Exercise requirements
Go through the entries and copy every line that has the string "Nyikango" in it.

**** Records provided ****

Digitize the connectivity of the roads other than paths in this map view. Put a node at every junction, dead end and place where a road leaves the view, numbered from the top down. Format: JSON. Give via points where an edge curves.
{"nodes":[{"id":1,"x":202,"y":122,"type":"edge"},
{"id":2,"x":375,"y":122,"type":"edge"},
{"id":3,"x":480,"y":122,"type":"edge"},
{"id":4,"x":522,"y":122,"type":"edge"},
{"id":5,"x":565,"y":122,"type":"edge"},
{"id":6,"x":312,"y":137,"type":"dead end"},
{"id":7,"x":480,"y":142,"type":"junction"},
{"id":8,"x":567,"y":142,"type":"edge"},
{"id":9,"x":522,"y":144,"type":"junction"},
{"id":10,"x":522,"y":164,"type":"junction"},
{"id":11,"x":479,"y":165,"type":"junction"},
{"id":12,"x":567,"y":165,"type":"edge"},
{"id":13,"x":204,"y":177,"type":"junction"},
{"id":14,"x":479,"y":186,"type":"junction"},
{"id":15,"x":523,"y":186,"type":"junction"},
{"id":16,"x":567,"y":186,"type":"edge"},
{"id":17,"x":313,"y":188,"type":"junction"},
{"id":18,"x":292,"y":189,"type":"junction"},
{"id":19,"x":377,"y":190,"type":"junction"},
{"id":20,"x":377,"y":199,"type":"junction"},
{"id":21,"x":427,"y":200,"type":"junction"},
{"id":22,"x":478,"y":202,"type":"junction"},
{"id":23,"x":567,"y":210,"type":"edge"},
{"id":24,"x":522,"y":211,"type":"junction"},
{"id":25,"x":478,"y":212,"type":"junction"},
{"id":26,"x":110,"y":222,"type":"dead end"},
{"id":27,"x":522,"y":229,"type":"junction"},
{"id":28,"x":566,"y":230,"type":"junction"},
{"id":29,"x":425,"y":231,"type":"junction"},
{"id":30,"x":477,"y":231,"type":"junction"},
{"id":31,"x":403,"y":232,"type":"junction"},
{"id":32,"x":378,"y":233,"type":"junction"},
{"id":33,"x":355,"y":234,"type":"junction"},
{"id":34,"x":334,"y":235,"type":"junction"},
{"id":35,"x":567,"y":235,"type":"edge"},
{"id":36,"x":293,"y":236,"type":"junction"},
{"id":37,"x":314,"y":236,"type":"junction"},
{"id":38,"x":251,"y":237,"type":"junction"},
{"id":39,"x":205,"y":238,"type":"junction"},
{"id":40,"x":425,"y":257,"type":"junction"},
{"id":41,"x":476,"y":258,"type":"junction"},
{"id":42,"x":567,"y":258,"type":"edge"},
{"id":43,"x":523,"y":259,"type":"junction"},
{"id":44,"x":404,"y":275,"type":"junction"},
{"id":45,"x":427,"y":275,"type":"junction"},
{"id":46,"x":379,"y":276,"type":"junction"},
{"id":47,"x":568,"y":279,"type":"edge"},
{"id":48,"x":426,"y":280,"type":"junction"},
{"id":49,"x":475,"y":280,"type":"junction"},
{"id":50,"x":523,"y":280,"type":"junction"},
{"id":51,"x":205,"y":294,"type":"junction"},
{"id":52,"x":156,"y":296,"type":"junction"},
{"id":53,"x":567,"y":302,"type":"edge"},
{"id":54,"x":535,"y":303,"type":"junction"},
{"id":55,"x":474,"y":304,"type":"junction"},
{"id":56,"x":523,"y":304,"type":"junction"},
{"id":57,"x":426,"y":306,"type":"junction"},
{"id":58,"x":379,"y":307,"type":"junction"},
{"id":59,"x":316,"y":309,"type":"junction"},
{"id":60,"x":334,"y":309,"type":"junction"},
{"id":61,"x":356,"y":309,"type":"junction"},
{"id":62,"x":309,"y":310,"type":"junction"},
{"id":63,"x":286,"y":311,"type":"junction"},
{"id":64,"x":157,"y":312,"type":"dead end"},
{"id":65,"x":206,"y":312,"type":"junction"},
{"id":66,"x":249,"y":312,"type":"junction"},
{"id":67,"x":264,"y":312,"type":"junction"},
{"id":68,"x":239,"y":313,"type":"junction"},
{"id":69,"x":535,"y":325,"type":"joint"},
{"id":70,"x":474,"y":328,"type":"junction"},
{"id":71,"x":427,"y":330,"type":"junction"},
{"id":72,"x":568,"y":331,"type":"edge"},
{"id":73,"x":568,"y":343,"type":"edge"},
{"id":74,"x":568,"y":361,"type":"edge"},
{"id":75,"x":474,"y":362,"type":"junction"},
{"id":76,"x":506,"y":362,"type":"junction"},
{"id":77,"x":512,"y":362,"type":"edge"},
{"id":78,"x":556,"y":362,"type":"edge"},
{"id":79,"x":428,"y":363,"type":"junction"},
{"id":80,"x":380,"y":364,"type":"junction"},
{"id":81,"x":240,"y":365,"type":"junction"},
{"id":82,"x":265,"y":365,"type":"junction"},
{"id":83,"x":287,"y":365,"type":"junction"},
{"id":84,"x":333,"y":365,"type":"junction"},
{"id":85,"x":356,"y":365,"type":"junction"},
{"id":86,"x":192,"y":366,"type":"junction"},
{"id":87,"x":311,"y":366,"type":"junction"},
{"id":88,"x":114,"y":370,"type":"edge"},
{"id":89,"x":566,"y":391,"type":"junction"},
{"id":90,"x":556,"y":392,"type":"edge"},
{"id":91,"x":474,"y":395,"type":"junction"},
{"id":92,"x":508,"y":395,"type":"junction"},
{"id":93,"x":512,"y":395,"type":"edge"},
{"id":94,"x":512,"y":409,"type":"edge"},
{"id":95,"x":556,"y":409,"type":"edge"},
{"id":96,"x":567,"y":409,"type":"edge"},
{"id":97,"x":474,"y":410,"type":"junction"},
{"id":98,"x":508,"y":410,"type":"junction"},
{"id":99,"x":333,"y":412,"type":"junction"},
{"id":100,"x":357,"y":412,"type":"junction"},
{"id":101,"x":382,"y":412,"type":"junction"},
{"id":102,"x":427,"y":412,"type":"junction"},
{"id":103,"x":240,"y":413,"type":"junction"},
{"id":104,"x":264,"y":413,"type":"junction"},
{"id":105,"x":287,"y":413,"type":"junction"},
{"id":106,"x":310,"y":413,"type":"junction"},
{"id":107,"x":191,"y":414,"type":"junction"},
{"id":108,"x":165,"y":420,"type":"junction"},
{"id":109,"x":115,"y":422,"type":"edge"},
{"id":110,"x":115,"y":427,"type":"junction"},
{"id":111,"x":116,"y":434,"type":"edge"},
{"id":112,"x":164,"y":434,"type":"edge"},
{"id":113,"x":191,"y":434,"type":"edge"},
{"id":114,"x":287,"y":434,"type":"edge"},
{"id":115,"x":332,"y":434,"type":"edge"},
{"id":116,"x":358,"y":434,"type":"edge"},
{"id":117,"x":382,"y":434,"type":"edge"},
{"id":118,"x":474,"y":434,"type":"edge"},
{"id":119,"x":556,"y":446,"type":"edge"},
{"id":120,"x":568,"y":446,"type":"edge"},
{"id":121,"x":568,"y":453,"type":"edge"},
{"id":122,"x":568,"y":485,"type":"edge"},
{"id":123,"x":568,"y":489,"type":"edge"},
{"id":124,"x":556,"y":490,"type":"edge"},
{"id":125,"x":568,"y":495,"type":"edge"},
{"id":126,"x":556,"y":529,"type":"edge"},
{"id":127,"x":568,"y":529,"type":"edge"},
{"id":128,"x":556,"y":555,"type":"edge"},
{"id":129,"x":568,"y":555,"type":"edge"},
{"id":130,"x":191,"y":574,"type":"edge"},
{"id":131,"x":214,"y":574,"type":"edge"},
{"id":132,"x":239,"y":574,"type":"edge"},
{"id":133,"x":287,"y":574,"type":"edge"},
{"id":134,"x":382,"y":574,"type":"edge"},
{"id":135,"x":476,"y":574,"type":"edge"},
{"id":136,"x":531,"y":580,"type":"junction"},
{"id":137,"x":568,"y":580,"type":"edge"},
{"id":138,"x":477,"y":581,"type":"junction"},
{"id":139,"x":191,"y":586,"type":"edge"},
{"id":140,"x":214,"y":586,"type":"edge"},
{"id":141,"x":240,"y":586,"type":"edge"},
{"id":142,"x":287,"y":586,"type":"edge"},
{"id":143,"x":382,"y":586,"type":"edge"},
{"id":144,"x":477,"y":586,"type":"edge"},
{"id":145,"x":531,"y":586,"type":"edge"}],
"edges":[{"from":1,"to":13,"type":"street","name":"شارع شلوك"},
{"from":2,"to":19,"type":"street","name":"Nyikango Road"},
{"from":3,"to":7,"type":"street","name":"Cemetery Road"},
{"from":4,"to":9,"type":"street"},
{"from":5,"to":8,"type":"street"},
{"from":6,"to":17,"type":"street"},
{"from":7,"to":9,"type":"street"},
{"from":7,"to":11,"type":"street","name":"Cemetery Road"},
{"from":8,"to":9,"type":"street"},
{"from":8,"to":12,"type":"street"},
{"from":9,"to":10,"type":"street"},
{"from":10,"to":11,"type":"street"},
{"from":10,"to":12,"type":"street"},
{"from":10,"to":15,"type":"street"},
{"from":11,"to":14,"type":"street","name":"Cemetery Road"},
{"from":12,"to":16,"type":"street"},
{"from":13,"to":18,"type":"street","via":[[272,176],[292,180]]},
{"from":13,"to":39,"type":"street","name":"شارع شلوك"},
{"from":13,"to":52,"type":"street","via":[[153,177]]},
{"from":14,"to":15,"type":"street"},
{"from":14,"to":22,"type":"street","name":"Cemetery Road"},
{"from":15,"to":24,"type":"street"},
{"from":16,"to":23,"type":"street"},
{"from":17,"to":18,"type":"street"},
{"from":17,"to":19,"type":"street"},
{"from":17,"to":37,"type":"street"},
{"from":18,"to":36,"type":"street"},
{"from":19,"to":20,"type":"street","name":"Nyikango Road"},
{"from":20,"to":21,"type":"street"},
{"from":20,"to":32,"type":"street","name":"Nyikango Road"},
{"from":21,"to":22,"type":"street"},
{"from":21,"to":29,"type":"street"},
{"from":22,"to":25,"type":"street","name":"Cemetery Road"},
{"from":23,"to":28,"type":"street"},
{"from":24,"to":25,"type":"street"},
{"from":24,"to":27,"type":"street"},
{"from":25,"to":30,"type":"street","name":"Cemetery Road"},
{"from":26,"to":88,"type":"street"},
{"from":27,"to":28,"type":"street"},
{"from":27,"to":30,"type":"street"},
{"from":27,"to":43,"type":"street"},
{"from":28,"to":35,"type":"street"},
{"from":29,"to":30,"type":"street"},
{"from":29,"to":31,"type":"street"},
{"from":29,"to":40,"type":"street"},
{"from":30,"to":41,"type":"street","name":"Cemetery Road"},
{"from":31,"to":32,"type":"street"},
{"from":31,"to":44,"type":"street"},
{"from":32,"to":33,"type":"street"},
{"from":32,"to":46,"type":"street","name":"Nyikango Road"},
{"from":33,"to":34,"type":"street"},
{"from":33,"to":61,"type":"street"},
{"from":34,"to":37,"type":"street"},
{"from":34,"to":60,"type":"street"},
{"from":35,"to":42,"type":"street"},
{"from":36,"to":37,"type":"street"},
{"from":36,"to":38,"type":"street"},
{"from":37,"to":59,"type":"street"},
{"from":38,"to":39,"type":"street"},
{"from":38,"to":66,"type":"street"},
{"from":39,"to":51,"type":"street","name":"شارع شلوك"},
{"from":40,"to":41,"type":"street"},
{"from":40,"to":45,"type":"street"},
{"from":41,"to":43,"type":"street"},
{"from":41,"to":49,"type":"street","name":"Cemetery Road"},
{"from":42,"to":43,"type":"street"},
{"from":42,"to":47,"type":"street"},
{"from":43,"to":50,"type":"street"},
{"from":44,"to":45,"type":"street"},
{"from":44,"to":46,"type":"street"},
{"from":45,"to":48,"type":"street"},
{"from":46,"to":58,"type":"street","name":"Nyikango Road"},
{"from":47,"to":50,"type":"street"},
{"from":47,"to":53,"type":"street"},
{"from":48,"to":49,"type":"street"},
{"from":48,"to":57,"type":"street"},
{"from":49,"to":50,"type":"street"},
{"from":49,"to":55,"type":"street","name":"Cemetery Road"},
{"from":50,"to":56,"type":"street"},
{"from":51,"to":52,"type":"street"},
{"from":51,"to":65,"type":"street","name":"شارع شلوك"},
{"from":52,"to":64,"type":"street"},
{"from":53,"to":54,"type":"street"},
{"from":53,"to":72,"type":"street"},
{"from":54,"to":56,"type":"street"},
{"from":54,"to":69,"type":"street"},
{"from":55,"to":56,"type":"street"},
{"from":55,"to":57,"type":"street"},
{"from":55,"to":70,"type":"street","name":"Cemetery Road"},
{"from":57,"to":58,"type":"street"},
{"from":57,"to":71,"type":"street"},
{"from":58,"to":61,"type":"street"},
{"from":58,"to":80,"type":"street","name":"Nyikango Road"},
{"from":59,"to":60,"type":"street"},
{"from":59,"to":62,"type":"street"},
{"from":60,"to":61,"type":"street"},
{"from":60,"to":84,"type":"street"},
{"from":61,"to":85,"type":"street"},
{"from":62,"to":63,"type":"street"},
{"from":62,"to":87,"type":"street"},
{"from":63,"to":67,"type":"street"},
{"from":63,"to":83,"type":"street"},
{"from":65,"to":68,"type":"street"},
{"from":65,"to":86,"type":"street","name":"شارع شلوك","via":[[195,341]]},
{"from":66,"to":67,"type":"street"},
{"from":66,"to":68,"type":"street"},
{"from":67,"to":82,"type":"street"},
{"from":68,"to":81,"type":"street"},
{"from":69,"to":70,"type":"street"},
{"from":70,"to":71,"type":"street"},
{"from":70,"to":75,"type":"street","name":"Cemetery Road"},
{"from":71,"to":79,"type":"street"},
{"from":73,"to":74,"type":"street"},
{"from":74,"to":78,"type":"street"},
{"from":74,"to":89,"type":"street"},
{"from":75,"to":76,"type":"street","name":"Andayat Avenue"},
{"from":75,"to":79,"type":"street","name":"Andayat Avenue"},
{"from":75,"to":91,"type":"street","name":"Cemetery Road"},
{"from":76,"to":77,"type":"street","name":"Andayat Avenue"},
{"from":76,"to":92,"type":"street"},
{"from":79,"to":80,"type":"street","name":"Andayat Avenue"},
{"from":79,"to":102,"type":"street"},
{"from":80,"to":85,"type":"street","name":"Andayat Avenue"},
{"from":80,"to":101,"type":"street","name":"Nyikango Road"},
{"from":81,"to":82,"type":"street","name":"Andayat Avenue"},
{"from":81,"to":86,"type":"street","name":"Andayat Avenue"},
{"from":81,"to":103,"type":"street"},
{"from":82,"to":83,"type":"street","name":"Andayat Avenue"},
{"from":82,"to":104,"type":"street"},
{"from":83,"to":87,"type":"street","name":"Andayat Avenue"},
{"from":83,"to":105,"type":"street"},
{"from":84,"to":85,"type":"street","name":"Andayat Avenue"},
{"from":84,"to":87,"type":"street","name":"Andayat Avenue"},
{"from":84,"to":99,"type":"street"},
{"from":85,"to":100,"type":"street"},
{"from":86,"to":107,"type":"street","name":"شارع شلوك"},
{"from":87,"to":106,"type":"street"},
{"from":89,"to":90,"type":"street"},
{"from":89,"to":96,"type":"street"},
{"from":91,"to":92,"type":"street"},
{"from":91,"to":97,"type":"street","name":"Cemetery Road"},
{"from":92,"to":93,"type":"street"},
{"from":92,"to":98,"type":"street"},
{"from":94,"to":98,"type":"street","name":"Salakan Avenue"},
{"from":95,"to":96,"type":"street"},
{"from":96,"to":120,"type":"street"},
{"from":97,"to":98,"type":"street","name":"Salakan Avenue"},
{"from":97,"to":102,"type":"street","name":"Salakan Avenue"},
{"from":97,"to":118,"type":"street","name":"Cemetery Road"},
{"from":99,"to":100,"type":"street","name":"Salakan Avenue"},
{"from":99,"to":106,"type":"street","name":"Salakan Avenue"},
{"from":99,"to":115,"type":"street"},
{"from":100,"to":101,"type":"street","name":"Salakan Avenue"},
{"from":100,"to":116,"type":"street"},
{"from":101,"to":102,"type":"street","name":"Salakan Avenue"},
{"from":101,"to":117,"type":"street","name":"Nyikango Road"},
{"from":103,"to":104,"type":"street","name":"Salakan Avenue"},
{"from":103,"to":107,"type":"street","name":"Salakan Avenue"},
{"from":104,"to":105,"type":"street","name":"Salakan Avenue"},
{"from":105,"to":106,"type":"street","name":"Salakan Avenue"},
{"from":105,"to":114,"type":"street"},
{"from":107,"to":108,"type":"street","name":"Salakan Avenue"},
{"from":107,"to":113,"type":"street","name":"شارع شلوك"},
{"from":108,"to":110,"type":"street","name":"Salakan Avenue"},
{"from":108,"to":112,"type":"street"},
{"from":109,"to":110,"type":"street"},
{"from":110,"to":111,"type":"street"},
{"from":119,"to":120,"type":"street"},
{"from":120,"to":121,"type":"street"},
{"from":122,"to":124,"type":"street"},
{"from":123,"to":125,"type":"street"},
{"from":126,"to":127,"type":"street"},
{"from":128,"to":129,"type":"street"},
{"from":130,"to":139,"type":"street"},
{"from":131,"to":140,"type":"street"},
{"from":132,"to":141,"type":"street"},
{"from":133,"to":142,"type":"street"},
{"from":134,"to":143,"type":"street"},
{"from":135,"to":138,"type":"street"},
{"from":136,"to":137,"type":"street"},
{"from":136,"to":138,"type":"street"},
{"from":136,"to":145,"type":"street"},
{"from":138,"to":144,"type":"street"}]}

****

Exercise output
{"from":2,"to":19,"type":"street","name":"Nyikango Road"},
{"from":19,"to":20,"type":"street","name":"Nyikango Road"},
{"from":20,"to":32,"type":"street","name":"Nyikango Road"},
{"from":32,"to":46,"type":"street","name":"Nyikango Road"},
{"from":46,"to":58,"type":"street","name":"Nyikango Road"},
{"from":58,"to":80,"type":"street","name":"Nyikango Road"},
{"from":80,"to":101,"type":"street","name":"Nyikango Road"},
{"from":101,"to":117,"type":"street","name":"Nyikango Road"},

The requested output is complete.